A famous, lovely aggadah (exemplary story) from the second/ third-century CE law code of the Mishnah – in the tractate dealing with idolatrous objects – makes exactly this distinction between incidental ornament and devotional images. The patriarchal sage Rabban Gamaliel is splashing away in ‘Aphrodite’s Bathhouse’ in Ptolemais (Acre), when a know-it-all Greek, Peroqlos (Pericles) Pelopsos, calls him out for not obeying the Torah’s strictures on shunning places with statues. ‘Answers aren’t given in a bathhouse,’ says the rabbi and goes on scrubbing. But as the two men exit he tells the Greek, artfully, ‘I never went into her bathhouse. She came into mine! They don’t say, “Let’s make a bathhouse as an ornament for Aphrodite”; they say, “Let’s make Aphrodite as an ornament for the bathhouse.”’ And just in case he hasn’t made it clear that since the bathhouse is scarcely a temple no one could accuse him of idolatry, he adds, ‘Even if someone gave you a lot of money you’d never walk into a temple stark naked . . . and take a piss in its [the statue’s] presence . . but look there it is [the statue] . . . and everyone’s pissing away right in front of her.’2 Point taken, Rabbi. In a culture where statues were everywhere, one could scarcely avoid them when going about one’s business.

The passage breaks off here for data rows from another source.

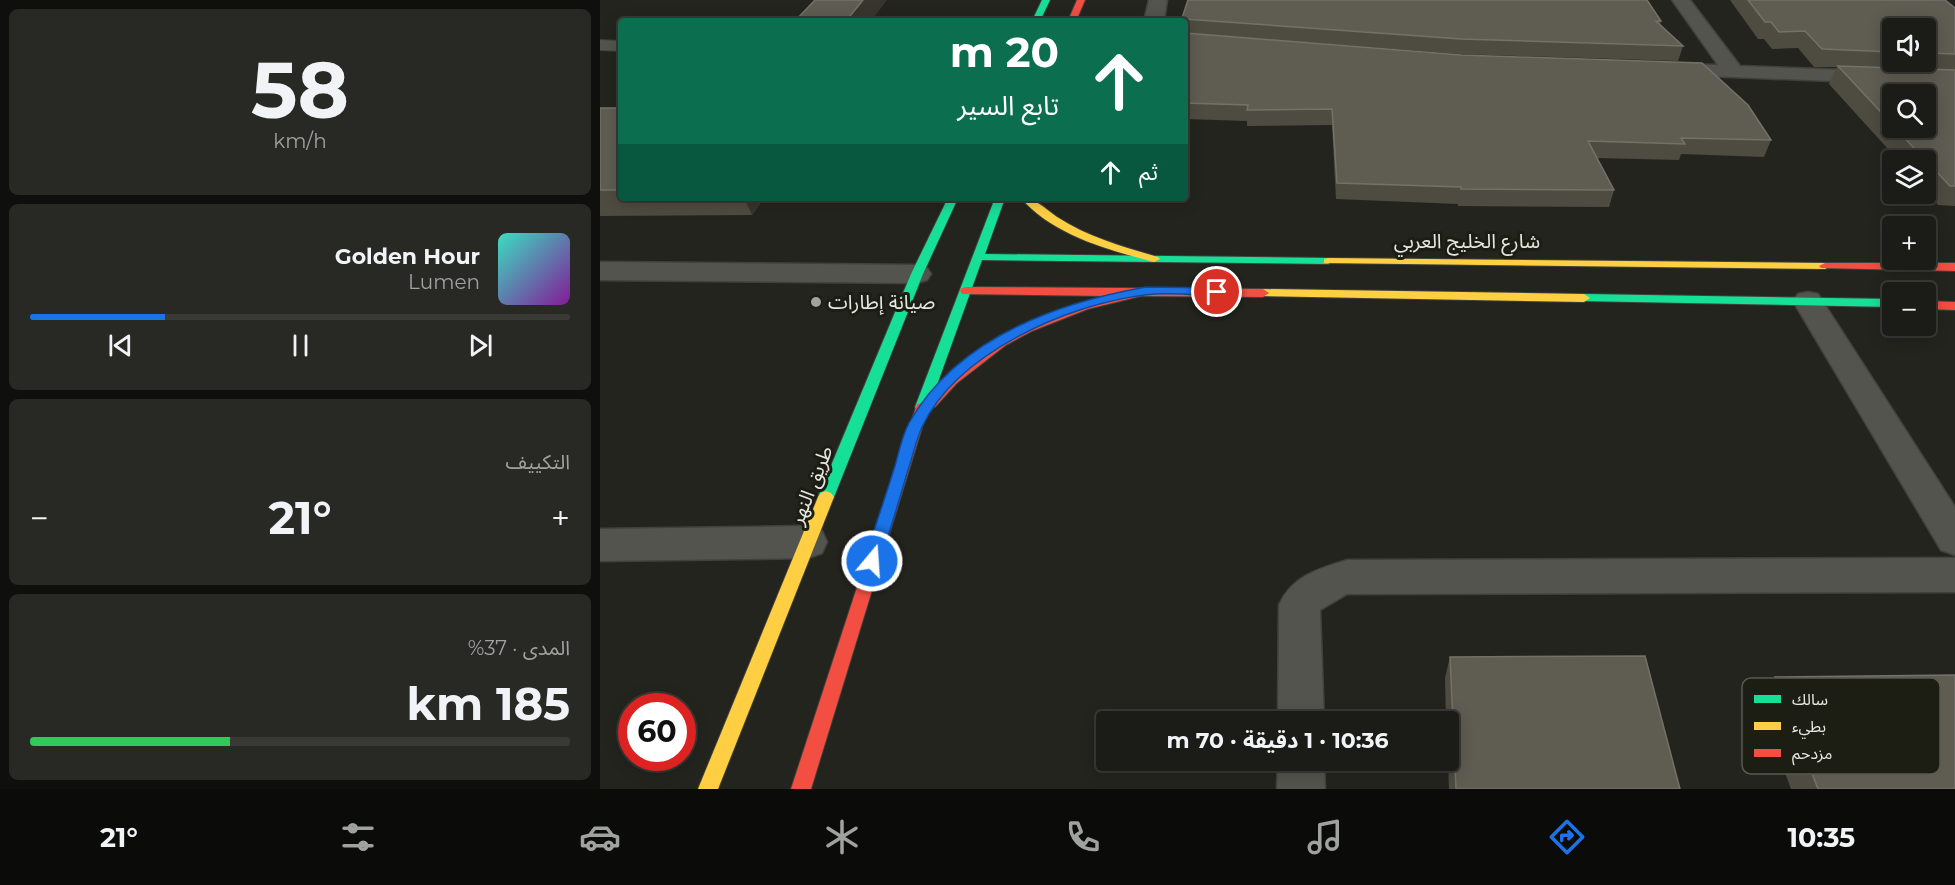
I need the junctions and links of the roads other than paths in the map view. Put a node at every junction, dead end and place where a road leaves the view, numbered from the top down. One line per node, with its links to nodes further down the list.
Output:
1 (1046, 0): 5 (main road)
2 (1081, 0): 6 (main road)
3 (1158, 0): 7 (street)
4 (1681, 0): 11 (street)
5 (1037, 18)
6 (1073, 18)
7 (1155, 18)
8 (600, 45): 9 (lane)
9 (618, 46)
10 (1650, 69): 11 (street)
11 (1734, 73): 12 (street)
12 (1955, 80)
13 (952, 201): 20 (main road, طريق النهر)
14 (999, 201): 16 (main road)
15 (1029, 201): 17 (main road)
16 (978, 257): 17 (main road, شارع الخليج العربي); 21 (main road)
17 (1154, 259): 18 (main road, شارع الخليج العربي)
18 (1955, 267)
19 (600, 272): 20 (street)
20 (917, 274): 29 (main road, طريق النهر)
21 (966, 291): 22 (main road); 27 (main road)
22 (1146, 291): 23 (main road); 27 (main road)
23 (1809, 301): 24 (main road); 28 (street)
24 (1882, 303)
25 (1936, 305): 26 (main road)
26 (1955, 306)
27 (915, 425): 35 (main road)
28 (1955, 539)
29 (808, 542): 30 (street); 34 (main road, طريق النهر)
30 (600, 545)
31 (1955, 575): 32 (street)
32 (1301, 711)
33 (1301, 771): 36 (street)
34 (708, 789)
35 (801, 789)
36 (1301, 789)

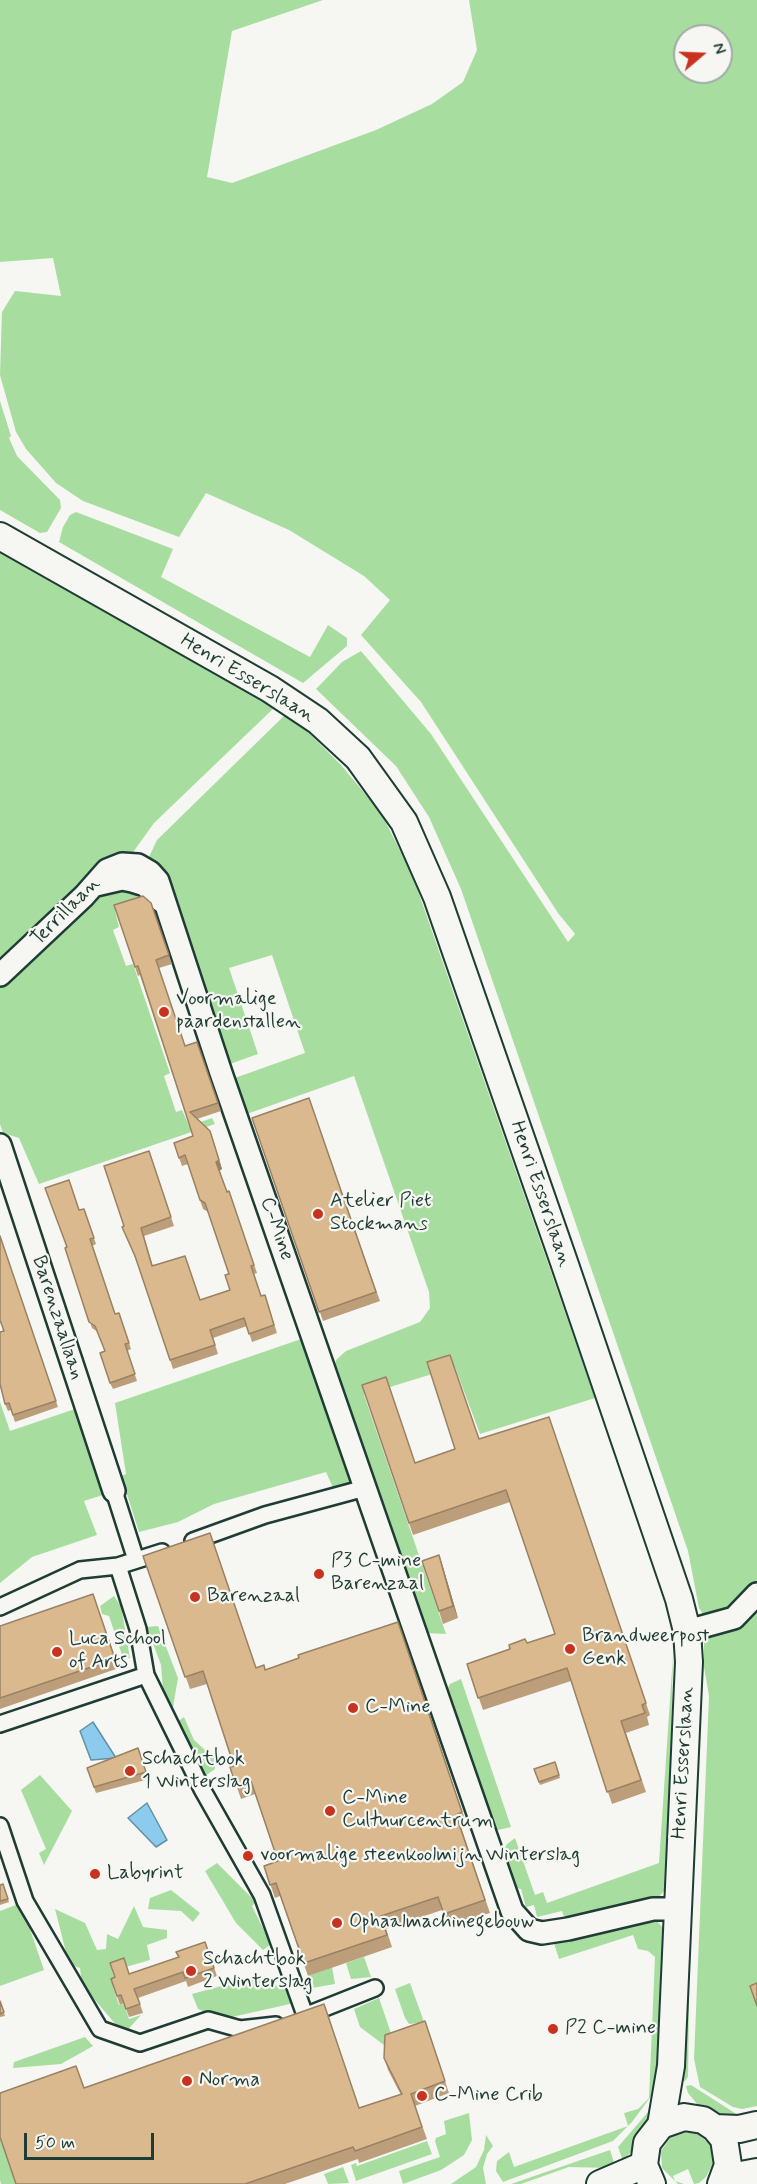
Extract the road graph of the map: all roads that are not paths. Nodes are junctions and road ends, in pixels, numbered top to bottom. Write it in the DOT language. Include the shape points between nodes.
graph roads {
  1 [pos="0,536"];
  2 [pos="138,865"];
  3 [pos="94,886"];
  4 [pos="167,909"];
  5 [pos="0,975"];
  6 [pos="0,1145"];
  7 [pos="365,1488"];
  8 [pos="114,1491"];
  9 [pos="136,1560"];
  10 [pos="118,1566"];
  11 [pos="757,1594"];
  12 [pos="0,1607"];
  13 [pos="687,1631"];
  14 [pos="146,1675"];
  15 [pos="0,1724"];
  16 [pos="0,1826"];
  17 [pos="677,1909"];
  18 [pos="375,1988"];
  19 [pos="305,2015"];
  20 [pos="671,2067"];
  21 [pos="705,2123"];
  22 [pos="661,2125"];
  23 [pos="757,2125"];
  24 [pos="757,2172"];
  25 [pos="648,2174"];
  26 [pos="723,2181"];
  27 [pos="600,2184"];
  1 -- 13 [label="street, Henri Esserslaan" via="270,689 318,721 358,758 404,822 437,897 572,1284"];
  2 -- 3 [label="street, Terrillaan" via="122,864 107,870"];
  2 -- 4 [label="street, C-Mine" via="158,881"];
  3 -- 4 [label="street" via="122,879 145,885"];
  3 -- 5 [label="street, Terrillaan"];
  4 -- 7 [label="street, C-Mine"];
  6 -- 8 [label="street, Barenzaallaan"];
  7 -- 9 [label="street" via="264,1515"];
  7 -- 17 [label="street, C-Mine" via="512,1911 529,1930 542,1933 653,1909"];
  8 -- 9 [label="street"];
  9 -- 10 [label="street"];
  10 -- 12 [label="street" via="80,1570"];
  10 -- 14 [label="street" via="138,1629"];
  11 -- 13 [label="street" via="734,1618"];
  13 -- 17 [label="street, Henri Esserslaan" via="689,1662"];
  14 -- 15 [label="street"];
  14 -- 19 [label="street" via="202,1789 262,1895"];
  16 -- 19 [label="street" via="25,1901 100,2029 140,2043 208,2020 240,2029 273,2026"];
  17 -- 20 [label="street, Henri Esserslaan"];
  18 -- 19 [label="street"];
  20 -- 21 [label="street, Henri Esserslaan" via="682,2095"];
  20 -- 22 [label="street, Henri Esserslaan"];
  21 -- 22 [label="street" via="684,2117"];
  21 -- 23 [label="street" via="740,2128"];
  21 -- 26 [label="street, Henri Esserslaan" via="724,2139 729,2165"];
  22 -- 25 [label="street" via="647,2143"];
  24 -- 26 [label="street"];
  25 -- 27 [label="street"];
}
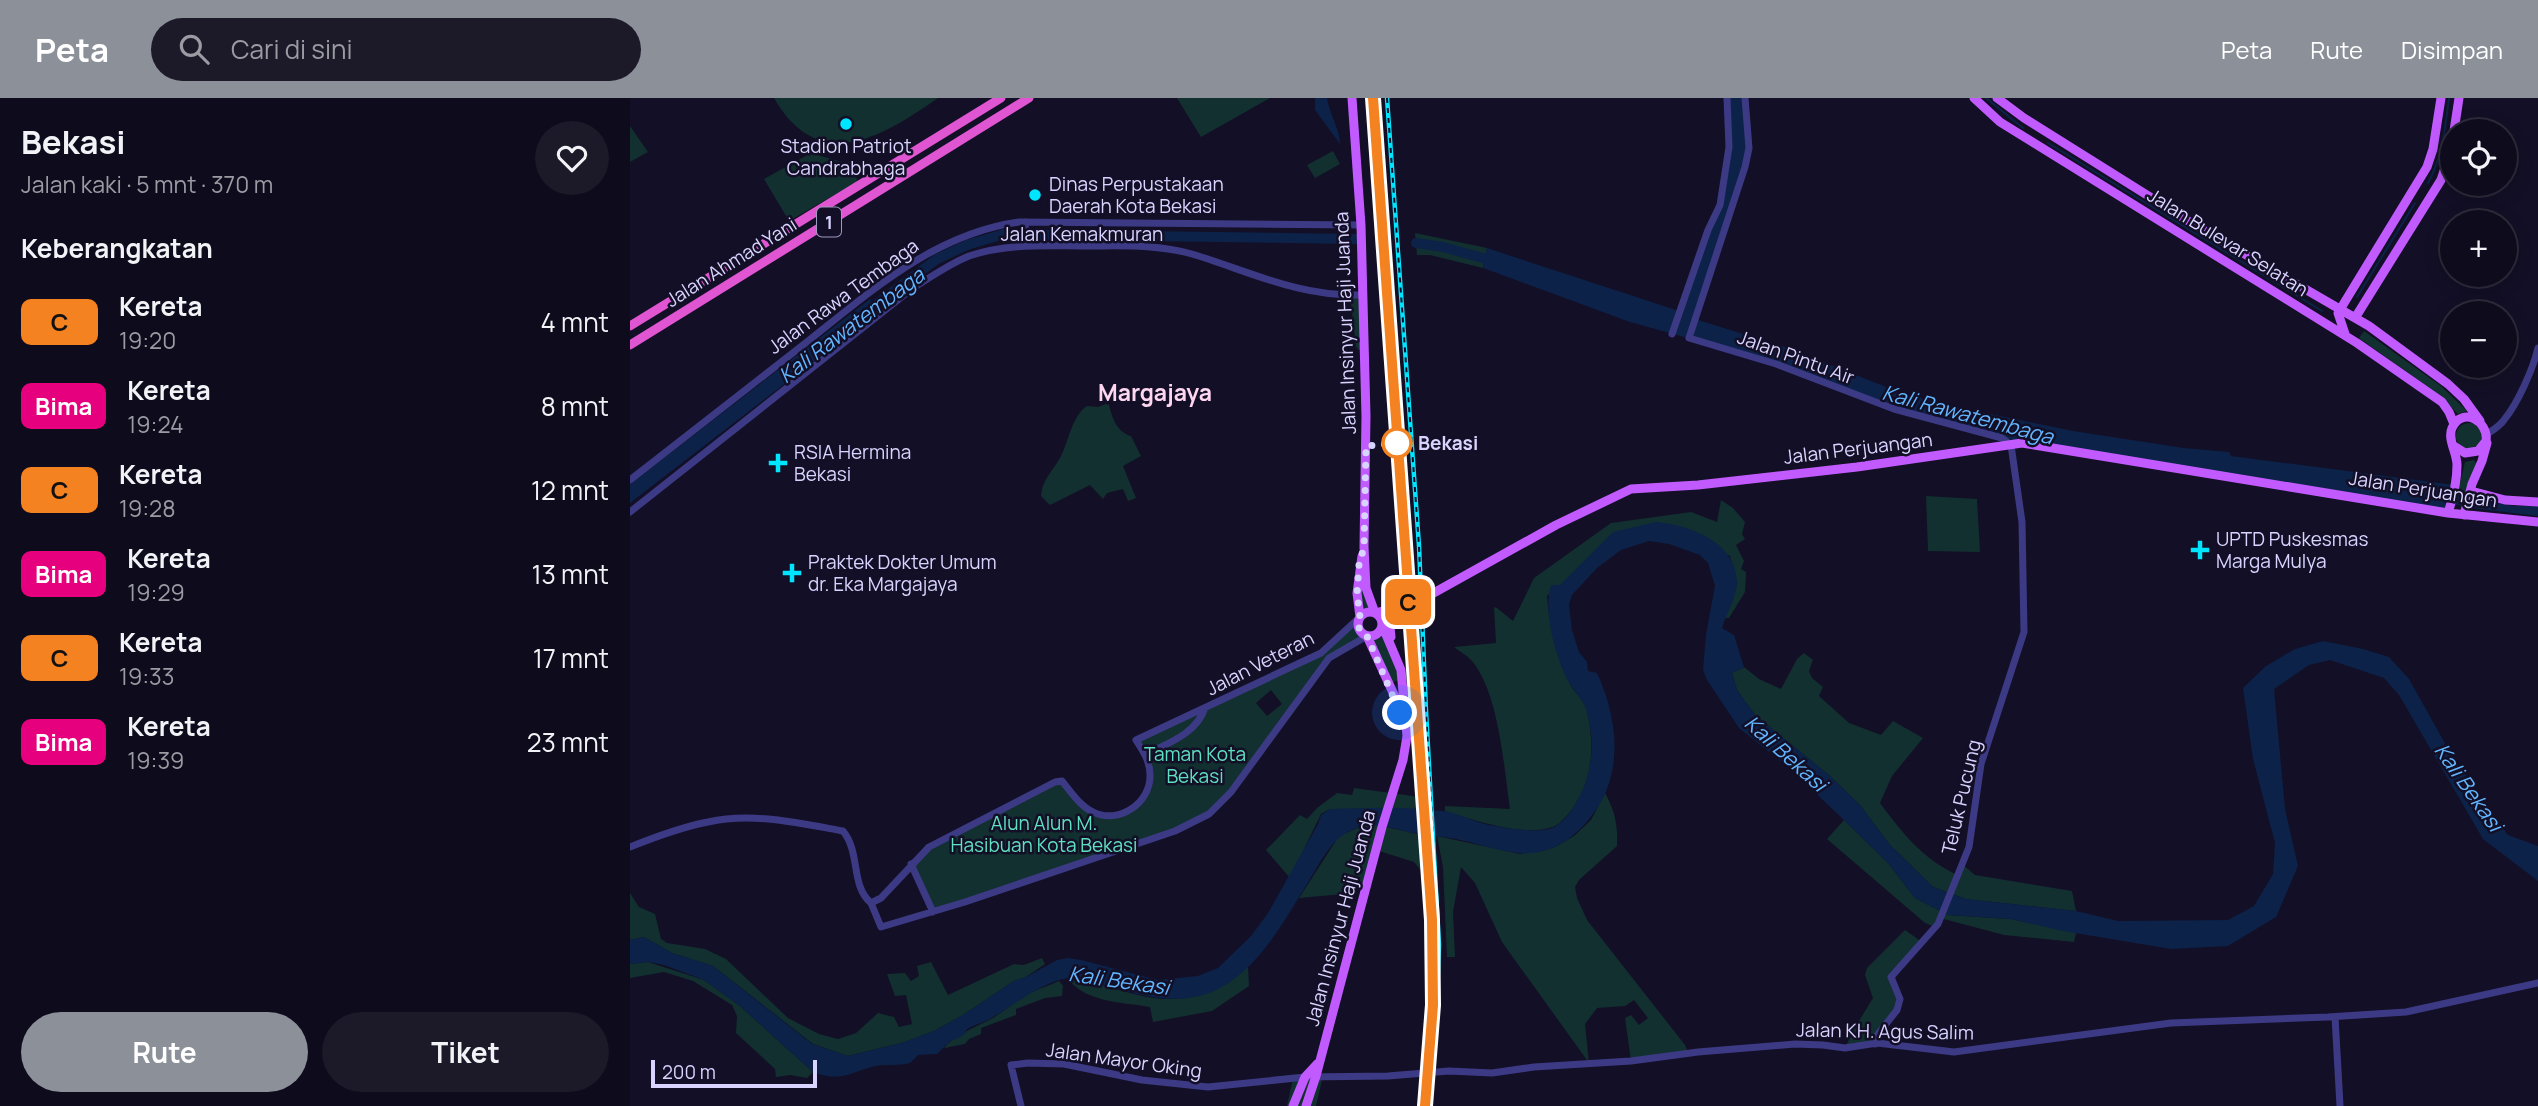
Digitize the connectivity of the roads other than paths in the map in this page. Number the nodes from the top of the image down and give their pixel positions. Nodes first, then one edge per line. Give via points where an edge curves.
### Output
1 (1001, 98) edge
2 (1029, 98) edge
3 (1352, 98) edge
4 (1727, 98) edge
5 (1745, 98) edge
6 (1974, 98) edge
7 (1997, 98) edge
8 (2441, 98) edge
9 (2459, 98) edge
10 (2456, 119) edge
11 (2440, 182) edge
12 (1026, 223) junction
13 (1361, 225) junction
14 (1027, 244) junction
15 (1362, 295) junction
16 (674, 299) junction
17 (2324, 299) junction
18 (2342, 305) junction
19 (2361, 309) junction
20 (1679, 311) junction
21 (684, 313) junction
22 (2315, 317) junction
23 (2355, 318) junction
24 (1695, 319) junction
25 (630, 326) edge
26 (1672, 334) dead end
27 (2345, 335) junction
28 (630, 345) edge
29 (2538, 348) edge
30 (2471, 409) junction
31 (2451, 414) junction
32 (2480, 421) junction
33 (2454, 425) junction
34 (2487, 436) junction
35 (2011, 445) junction
36 (2454, 446) junction
37 (630, 480) edge
38 (2471, 493) junction
39 (2538, 502) edge
40 (2449, 510) junction
41 (630, 512) edge
42 (2465, 513) junction
43 (2538, 522) edge
44 (1364, 547) junction
45 (1401, 609) junction
46 (1375, 613) junction
47 (1360, 617) junction
48 (1384, 622) junction
49 (1367, 636) junction
50 (1334, 641) junction
51 (1340, 650) junction
52 (1402, 679) junction
53 (1388, 682) junction
54 (1205, 708) junction
55 (1145, 755) junction
56 (1395, 782) junction
57 (630, 847) edge
58 (911, 864) junction
59 (871, 903) junction
60 (933, 912) junction
61 (2538, 983) edge
62 (2335, 1017) junction
63 (1875, 1044) junction
64 (1318, 1063) junction
65 (1316, 1076) junction
66 (1305, 1077) junction
67 (1021, 1106) edge
68 (1293, 1106) edge
69 (1306, 1106) edge
70 (2340, 1106) edge

1 - 16 highway, Jalan Ahmad Yani / 1
2 - 21 highway, Jalan Ahmad Yani / 1
3 - 13 main road, Jalan Insinyur Haji Juanda
4 - 20 street via 1729,147 1721,200
5 - 24 street via 1749,148 1745,167
6 - 22 main road, Jalan Bulevar Selatan via 2000,122
7 - 17 main road, Jalan Bulevar Selatan via 2198,228
8 - 18 main road via 2427,167
9 - 10 main road
11 - 19 main road
12 - 13 street, Jalan Rawa Tembaga
12 - 14 street
12 - 37 street, Jalan Rawa Tembaga via 963,235 911,264
13 - 15 main road, Jalan Insinyur Haji Juanda
14 - 15 street, Jalan Kemakmuran via 1164,248 1307,292
14 - 41 street, Jalan Kemakmuran via 967,257 914,288
15 - 44 main road, Jalan Insinyur Haji Juanda
16 - 21 highway
16 - 25 highway, Jalan Ahmad Yani / 1
17 - 18 main road, Jalan Bulevar Selatan
17 - 22 main road via 2330,311 2324,318
18 - 19 main road
18 - 23 main road, Jalan Bulevar Selatan
18 - 27 main road via 2338,319
19 - 23 main road
20 - 24 street
20 - 26 street
21 - 28 highway, Jalan Ahmad Yani / 1
22 - 27 main road, Jalan Bulevar Selatan
23 - 30 main road, Jalan Bulevar Selatan via 2448,384
24 - 35 street, Jalan Pintu Air via 1689,338
27 - 31 main road, Jalan Bulevar Selatan via 2442,402
29 - 34 street via 2504,421
30 - 31 main road
30 - 32 main road, Jalan Bulevar Selatan
31 - 33 main road
32 - 33 main road via 2467,417
32 - 34 main road
33 - 36 main road
34 - 36 main road via 2475,453
34 - 38 main road via 2488,446
35 - 40 main road, Jalan Perjuangan via 2049,447
35 - 45 main road, Jalan Perjuangan via 1772,477 1631,489
35 - 63 street, Teluk Pucung via 2022,522 2024,632 1981,764 1969,847 1938,924 1891,976 1900,999
36 - 40 main road via 2457,466
38 - 39 main road, Jalan Perjuangan
38 - 42 main road
40 - 42 main road, Jalan Perjuangan
42 - 43 main road, Jalan Perjuangan
44 - 46 main road, Jalan Insinyur Haji Juanda via 1366,589
44 - 47 main road, Jalan Insinyur Haji Juanda via 1357,593
45 - 46 main road, Jalan Perjuangan
45 - 48 main road
46 - 47 main road
46 - 48 main road
47 - 49 main road via 1359,629
47 - 50 street, Jalan Veteran
48 - 49 main road via 1378,633
48 - 52 main road, Jalan Insinyur Haji Juanda
49 - 51 street
49 - 53 main road, Jalan Insinyur Haji Juanda
50 - 51 street via 1333,646
50 - 54 street, Jalan Veteran via 1321,653
51 - 60 street via 1313,678 1231,792 1204,818
52 - 53 main road
52 - 56 main road, Jalan Insinyur Haji Juanda via 1407,736
53 - 56 main road, Jalan Insinyur Haji Juanda via 1401,722
54 - 55 street, Jalan Veteran via 1196,725
54 - 55 street, Jalan Veteran via 1136,740
55 - 58 street, Jalan Veteran via 1149,786 1129,811 1109,816 1091,811 1062,782 1055,782 934,844
56 - 64 main road, Jalan Insinyur Haji Juanda
57 - 59 street via 710,821 736,819 843,831 854,850 860,891
58 - 59 street, Jalan Veteran
58 - 60 street
59 - 60 street via 881,927
61 - 62 street, Jalan KH. Agus Salim via 2413,1011
62 - 63 street, Jalan KH. Agus Salim via 2171,1023 1954,1052
62 - 70 street
63 - 65 street, Jalan KH. Agus Salim via 1698,1052 1492,1073
64 - 65 main road, Jalan Insinyur Haji Juanda
64 - 66 main road, Jalan Insinyur Haji Juanda
65 - 66 street, Jalan Mayor Oking
65 - 69 main road, Jalan Insinyur Haji Juanda
66 - 67 street, Jalan Mayor Oking via 1196,1087 1064,1064 1011,1065
66 - 68 main road, Jalan Insinyur Haji Juanda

But the paintings at Dura were not in a bathhouse; they were in a synagogue where the pictures and the Bible text lived inseparably as objects of devotion. The Torah itself was surrounded by them. Projecting from the south wall – that is, facing Jerusalem
as all synagogues now did – is an arched niche, flanked by twisted ‘Solomonic’ columns, almost certainly modelled on those of classical and oriental paganism. Clark Hopkins’s wife posed for a photograph seated on what she imagined was a sort of stone bench or throne. There is some evidence of ‘seats of Moses’ in early synagogues but this was probably a low stone shelf. In the pagan temples the shelf would have been used as a pedestal for a statue of the venerated deity. At Dura, the niche functioned as an Ark to hold the scrolls of the law. Holes drilled above it suggest that curtains hung down over it, in direct emulation of the purple-crimson ‘veil’ protecting the impenetrable sanctity of the Temple Holy of Holies. The flat surfaces of the ‘Ark’ were decorated with images meant to sustain the memory of the destroyed Temple and faith in its rebuilding (perhaps at the hands of the oncoming Persians who had made this happen before!). That Temple itself was described by the painting of a recessed-columned portico. A seven-branched candlestick was pictorially recovered from its Roman captivity and painted in yellow to suggest the gold. Close by were symbols of the pilgrimage festivals embodied in the ‘four species’ – the palm spear, the citron, sprigs of myrtle and willow – that had been brought to Jerusalem to celebrate the Feast of Tabernacles. And, as elsewhere in early synagogues, the akedah appears: Abraham’s binding of his son Isaac in obedient preparation for the appalling sacrifice demanded by YHWH as a loyalty test. The 120 Jews who could easily have been accommodated in the Dura assembly hall would have grasped the complicated resonance of the sacrifice, averted by the outstretched hand of God and the providential supply of a ram ‘caught in a thicket’ as an alternative. The cult of animal sacrifice in the Temple (as well as the ban on consuming animal blood) was the affirmation of abhorrence at human sacrifice, but Abraham’s act of blind faith was to be repaid by the sealing of a covenant between YHWH and His people, symbolised by the nick of the knife on the foreskin. A promise had been made. If Jews kept their side of it, then the further promise of a liberating, redeeming messiah and the rebuilding of the Temple, would be assured. So at the very edge of the Roman Empire, what Rome had wrought on Jerusalem, was undone in the synagogue painting.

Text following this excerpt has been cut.